### RECORDS PROVIDED ###

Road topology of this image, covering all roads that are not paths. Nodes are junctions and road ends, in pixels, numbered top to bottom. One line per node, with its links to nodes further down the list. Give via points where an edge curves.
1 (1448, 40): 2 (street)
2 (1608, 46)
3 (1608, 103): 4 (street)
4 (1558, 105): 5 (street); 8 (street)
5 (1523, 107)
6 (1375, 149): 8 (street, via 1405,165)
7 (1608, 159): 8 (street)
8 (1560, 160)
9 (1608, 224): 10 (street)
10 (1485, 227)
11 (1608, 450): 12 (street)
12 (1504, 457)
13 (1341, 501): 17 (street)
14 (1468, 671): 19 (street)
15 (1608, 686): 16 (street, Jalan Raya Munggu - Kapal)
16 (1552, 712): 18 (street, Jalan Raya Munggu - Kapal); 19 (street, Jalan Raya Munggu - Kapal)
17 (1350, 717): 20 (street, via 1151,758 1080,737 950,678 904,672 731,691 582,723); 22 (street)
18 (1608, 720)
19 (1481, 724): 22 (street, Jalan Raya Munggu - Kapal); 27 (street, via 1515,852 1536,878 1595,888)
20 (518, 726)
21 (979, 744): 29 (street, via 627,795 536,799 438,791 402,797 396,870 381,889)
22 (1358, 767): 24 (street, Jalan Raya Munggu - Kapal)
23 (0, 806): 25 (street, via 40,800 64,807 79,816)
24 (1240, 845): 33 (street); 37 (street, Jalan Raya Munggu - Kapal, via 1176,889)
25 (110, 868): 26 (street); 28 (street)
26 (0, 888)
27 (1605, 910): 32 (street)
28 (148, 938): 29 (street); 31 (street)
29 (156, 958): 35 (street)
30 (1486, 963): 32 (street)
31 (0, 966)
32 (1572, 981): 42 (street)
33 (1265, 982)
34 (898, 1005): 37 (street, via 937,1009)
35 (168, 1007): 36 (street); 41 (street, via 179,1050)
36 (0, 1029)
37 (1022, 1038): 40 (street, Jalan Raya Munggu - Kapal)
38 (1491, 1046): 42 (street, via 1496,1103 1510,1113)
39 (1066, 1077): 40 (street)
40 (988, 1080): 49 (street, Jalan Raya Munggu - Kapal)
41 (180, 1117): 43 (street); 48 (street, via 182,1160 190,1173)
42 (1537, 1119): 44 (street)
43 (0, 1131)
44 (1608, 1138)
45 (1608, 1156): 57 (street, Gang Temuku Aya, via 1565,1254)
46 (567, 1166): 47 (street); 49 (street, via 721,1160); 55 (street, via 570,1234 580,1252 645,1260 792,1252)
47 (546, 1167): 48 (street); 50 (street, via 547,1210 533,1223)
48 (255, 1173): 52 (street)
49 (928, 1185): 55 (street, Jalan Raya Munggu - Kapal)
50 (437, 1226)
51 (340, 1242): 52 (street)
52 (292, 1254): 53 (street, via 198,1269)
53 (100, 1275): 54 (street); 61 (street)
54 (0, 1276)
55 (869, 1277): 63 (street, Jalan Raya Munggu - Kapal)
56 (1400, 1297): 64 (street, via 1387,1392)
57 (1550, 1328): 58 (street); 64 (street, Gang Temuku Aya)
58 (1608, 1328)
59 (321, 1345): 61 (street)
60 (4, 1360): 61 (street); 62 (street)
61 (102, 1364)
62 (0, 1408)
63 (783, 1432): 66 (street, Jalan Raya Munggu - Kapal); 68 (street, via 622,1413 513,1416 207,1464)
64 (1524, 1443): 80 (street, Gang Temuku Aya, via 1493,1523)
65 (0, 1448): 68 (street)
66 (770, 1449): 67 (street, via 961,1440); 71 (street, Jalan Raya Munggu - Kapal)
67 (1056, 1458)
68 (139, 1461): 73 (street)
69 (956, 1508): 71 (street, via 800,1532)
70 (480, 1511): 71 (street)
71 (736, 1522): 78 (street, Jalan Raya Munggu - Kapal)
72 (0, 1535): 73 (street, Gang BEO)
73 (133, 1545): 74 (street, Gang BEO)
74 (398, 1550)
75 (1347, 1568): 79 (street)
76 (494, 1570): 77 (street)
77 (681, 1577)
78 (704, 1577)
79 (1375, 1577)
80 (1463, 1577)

###

Would you copy all lines in the records where the string "Gang" appears?

45 (1608, 1156): 57 (street, Gang Temuku Aya, via 1565,1254)
57 (1550, 1328): 58 (street); 64 (street, Gang Temuku Aya)
64 (1524, 1443): 80 (street, Gang Temuku Aya, via 1493,1523)
72 (0, 1535): 73 (street, Gang BEO)
73 (133, 1545): 74 (street, Gang BEO)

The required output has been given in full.